Published 23 May 2014 in cs.DS, cs.CC, and cs.GT

Abstract: The classical secretary problem investigates the question of how to hire the best secretary from $n$ candidates who come in a uniformly random order. In this work we investigate a parallel generalizations of this problem introduced by Feldman and Tennenholtz [14]. We call it shared $Q$-queue $J$-choice $K$-best secretary problem. In this problem, $n$ candidates are evenly distributed into $Q$ queues, and instead of hiring the best one, the employer wants to hire $J$ candidates among the best $K$ persons. The $J$ quotas are shared by all queues. This problem is a generalized version of $J$-choice $K$-best problem which has been extensively studied and it has more practical value as it characterizes the parallel situation. Although a few of works have been done about this generalization, to the best of our knowledge, no optimal deterministic protocol was known with general $Q$ queues. In this paper, we provide an optimal deterministic protocol for this problem. The protocol is in the same style of the $1\over e$-solution for the classical secretary problem, but with multiple phases and adaptive criteria.

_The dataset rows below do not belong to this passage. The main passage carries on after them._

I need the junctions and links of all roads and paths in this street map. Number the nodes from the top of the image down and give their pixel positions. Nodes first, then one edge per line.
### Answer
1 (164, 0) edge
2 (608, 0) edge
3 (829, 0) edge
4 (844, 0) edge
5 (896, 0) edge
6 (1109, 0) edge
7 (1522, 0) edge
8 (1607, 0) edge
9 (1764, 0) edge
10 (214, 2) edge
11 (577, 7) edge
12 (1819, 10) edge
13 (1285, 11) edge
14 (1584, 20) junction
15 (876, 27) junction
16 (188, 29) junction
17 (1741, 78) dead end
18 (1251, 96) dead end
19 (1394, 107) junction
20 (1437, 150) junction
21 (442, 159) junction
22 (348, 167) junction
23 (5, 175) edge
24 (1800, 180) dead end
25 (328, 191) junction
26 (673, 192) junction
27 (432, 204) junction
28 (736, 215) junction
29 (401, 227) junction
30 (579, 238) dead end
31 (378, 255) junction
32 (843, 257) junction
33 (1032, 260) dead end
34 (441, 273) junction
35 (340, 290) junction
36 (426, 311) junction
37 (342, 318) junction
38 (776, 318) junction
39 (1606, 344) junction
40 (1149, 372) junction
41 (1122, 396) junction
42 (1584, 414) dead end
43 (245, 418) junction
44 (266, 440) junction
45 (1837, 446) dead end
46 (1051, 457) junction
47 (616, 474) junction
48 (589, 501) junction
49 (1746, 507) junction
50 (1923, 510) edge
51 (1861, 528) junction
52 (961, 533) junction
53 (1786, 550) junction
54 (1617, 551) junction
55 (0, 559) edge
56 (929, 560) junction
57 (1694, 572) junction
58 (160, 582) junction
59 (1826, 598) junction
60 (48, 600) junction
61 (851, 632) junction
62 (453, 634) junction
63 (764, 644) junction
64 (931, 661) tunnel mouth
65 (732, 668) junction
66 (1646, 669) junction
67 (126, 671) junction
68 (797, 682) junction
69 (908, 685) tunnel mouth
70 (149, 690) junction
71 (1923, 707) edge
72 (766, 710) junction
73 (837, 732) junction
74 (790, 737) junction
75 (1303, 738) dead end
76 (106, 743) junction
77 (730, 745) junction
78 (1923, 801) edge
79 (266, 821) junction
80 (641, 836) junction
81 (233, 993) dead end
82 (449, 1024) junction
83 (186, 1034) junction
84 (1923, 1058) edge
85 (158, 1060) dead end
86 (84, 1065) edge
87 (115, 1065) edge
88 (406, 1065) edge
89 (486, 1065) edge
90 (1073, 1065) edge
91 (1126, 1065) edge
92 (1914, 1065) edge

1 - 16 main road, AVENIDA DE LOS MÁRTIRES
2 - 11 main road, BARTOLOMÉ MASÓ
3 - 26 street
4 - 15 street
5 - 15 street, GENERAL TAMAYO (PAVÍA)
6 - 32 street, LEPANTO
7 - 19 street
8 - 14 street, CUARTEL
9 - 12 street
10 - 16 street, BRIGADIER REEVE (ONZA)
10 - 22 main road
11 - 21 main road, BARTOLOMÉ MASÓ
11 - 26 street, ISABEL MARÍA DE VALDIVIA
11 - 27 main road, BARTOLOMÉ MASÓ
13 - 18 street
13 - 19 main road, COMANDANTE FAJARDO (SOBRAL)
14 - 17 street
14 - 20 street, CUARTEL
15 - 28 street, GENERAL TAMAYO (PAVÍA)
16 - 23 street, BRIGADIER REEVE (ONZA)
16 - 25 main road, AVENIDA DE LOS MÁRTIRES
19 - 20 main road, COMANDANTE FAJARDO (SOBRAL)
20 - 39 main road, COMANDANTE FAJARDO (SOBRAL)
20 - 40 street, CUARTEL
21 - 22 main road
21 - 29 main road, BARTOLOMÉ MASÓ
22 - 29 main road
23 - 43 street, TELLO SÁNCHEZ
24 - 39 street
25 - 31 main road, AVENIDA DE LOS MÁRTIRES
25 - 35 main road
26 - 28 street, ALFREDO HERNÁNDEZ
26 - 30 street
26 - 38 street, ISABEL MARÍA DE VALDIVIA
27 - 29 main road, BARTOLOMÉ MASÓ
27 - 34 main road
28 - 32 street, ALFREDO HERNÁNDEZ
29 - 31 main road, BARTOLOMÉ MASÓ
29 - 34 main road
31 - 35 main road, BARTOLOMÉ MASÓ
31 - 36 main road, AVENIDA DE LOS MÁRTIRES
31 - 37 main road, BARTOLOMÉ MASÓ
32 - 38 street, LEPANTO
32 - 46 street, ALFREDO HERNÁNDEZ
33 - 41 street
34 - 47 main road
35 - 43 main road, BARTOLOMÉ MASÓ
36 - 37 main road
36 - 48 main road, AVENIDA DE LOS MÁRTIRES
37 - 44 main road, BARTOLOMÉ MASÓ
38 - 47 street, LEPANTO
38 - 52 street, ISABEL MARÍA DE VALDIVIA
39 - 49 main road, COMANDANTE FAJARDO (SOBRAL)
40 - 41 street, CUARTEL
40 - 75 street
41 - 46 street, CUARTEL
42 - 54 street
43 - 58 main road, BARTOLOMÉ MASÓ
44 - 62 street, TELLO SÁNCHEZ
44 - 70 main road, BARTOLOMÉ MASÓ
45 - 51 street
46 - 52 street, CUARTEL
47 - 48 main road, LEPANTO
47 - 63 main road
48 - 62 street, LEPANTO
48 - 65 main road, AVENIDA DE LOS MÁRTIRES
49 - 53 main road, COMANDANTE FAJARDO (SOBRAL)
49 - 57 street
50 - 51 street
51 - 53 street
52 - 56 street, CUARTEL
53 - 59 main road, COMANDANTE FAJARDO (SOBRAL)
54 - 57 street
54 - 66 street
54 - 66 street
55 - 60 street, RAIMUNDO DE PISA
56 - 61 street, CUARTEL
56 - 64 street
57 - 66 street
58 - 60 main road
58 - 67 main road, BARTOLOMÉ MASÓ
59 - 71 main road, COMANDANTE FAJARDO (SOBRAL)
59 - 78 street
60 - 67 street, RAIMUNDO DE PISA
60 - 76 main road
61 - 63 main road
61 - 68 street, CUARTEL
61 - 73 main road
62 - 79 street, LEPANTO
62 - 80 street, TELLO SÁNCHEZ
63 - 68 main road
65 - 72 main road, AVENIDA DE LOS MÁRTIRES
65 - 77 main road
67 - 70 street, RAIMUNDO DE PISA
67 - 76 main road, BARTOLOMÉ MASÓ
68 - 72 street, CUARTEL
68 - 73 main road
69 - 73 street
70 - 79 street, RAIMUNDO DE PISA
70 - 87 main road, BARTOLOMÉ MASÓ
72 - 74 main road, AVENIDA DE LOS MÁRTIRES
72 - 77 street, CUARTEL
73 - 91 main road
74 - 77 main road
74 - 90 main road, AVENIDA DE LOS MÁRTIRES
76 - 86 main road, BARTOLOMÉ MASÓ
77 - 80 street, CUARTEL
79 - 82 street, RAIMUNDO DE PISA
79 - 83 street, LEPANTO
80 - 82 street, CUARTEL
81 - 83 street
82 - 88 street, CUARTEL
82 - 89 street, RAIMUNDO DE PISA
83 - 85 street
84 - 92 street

Our protocol is very simple and efficient, and we show that several generalizations, such as the fractional $J$-choice $K$-best secretary problem and exclusive $Q$-queue $J$-choice $K$-best secretary problem, can be solved optimally by this protocol with slight modification and the latter one solves an open problem of Feldman and Tennenholtz [14]. In addition, we provide theoretical analysis for two typical cases, including the 1-queue 1-choice $K$-best problem and the shared 2-queue 2-choice 2-best problem. For the former, we prove a lower bound $1-O(\frac{\ln2K}{K2})$ of the competitive ratio. For the latter, we show the optimal competitive ratio is $\approx0.372$ while previously the best known result is 0.356 [14].